C’était un petit homme famélique qui exhalait une forte odeur de xérès. Il promenait sur l’assistance un regard hagard et paniqué. A en juger par son uniforme, il devait officier en tant qu’agent de sécurité dans le patelin. Hank Rafferty était floqué sur son torse. « Il dit ne pas se souvenir de la dernière heure » précisa Davina, courroucée. « Pas étonnant vu son niveau d’alcoolémie ! Jetez-moi ça dans la plus exigüe de vos cellules, la mémoire lui reviendra bien assez tôt ! » La Marine passa le reste de la nuit à ratisser le quartier sans avancée notable.

De son côté, la nuit fut studieuse pour le Moine Hérétique. On le logea dans l’ancien bureau du Colonel Arsène Dickson. Loth était connu pour être un criminologue spécialisé dans les sciences du comportement humain, une discipline encore balbutiante qui ambitionnait de décrypter et prédire les actions des criminels à travers plusieurs approches et théories liées au comportement. Dans cette myriade de sciences complémentaires, la victimologie ou l’étude des victimes demeurait l’angle d’attaque préférée du binoclard.

La première victime était très singulière. Le tueur semblait s’être particulièrement déchainé sur elle. L’éventration n’était pas aussi nette que sur la dernière, le tueur s’y étant repris à plusieurs reprises. Comme s’il avait hésité, comme si sa main avait tremblé. Était-ce à mettre sur le compte de l’inexpérience, ou de la rage ? Le tueur connaissait-il personnellement la victime ? Elle s’appelait Maria Conception, 25 ans, de race humaine, célibataire.
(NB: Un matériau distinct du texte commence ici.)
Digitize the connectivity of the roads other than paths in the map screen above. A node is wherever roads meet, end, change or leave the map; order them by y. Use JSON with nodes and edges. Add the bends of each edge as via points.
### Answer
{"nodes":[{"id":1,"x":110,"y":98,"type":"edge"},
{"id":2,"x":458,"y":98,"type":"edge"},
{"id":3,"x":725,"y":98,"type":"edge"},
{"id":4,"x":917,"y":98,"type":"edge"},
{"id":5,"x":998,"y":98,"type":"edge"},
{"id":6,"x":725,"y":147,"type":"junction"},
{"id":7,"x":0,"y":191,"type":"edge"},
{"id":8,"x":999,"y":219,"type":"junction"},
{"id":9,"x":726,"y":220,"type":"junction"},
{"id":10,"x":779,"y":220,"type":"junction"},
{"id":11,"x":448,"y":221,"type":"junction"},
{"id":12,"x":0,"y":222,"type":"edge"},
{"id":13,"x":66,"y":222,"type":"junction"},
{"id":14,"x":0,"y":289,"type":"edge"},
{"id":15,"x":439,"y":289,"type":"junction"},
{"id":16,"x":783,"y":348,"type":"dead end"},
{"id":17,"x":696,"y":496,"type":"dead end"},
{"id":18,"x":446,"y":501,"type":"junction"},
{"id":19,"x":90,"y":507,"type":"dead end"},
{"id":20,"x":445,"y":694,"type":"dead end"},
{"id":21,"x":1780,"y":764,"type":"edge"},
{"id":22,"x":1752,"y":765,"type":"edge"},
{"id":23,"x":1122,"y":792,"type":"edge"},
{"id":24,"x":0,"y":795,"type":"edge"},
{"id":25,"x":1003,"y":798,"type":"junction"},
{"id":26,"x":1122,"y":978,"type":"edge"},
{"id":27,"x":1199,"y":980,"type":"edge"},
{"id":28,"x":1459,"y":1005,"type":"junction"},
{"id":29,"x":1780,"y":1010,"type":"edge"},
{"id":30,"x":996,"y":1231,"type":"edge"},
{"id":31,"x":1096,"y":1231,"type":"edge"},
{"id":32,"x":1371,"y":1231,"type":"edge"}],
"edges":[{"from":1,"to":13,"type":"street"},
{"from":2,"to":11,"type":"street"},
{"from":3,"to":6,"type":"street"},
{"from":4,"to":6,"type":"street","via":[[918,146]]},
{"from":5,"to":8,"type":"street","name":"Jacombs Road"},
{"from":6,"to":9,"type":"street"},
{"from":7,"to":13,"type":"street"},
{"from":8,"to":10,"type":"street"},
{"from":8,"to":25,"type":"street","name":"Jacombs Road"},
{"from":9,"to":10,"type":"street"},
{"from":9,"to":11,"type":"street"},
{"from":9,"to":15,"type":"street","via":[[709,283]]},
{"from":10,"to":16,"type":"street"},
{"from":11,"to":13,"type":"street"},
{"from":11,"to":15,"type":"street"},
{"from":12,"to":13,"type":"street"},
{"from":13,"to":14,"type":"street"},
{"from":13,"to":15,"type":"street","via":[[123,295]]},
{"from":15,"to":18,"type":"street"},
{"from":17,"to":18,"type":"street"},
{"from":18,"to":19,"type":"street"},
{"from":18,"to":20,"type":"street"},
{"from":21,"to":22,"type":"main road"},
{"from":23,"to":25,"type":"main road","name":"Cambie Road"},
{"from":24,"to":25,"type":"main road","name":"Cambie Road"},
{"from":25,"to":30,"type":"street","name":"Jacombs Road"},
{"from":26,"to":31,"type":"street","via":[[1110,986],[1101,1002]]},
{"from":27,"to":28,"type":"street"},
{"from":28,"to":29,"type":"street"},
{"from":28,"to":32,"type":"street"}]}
Elle travaillait à mi-temps comme secrétaire dans une imprimerie. Son meurtre remontait à trois mois avant l’arrivée du Binoclard. L’arme du crime était un long couteau avec un manche d’un bois anthracite veiné de blanc. Encore de la morta...

La seconde victime avait été tuée avec un couteau de même facture, une semaine après la première. Ramona Acevedo était une humaine de 28 ans, au chômage. Les photos prises sur la scène de crime étaient étrangement semblables à celles de la dernière victime. Ruelle mal éclairée, corps découvert à une heure du matin, victime allant ou revenant de soirée. L’éventration avait été plus « propre » que celle de la première victime. Le tueur avait-il gagné en certitude ? Elle avait été tuée dans la 2e Tranche, lut Loth dans le rapport. Où avait été tuée la première victime déjà ? s’interrogea-t-il. Malgré une refouille des éléments, il n’y avait aucune mention de cette information. Davina avait raison se dit-il, l'enquête puait l'amateurisme.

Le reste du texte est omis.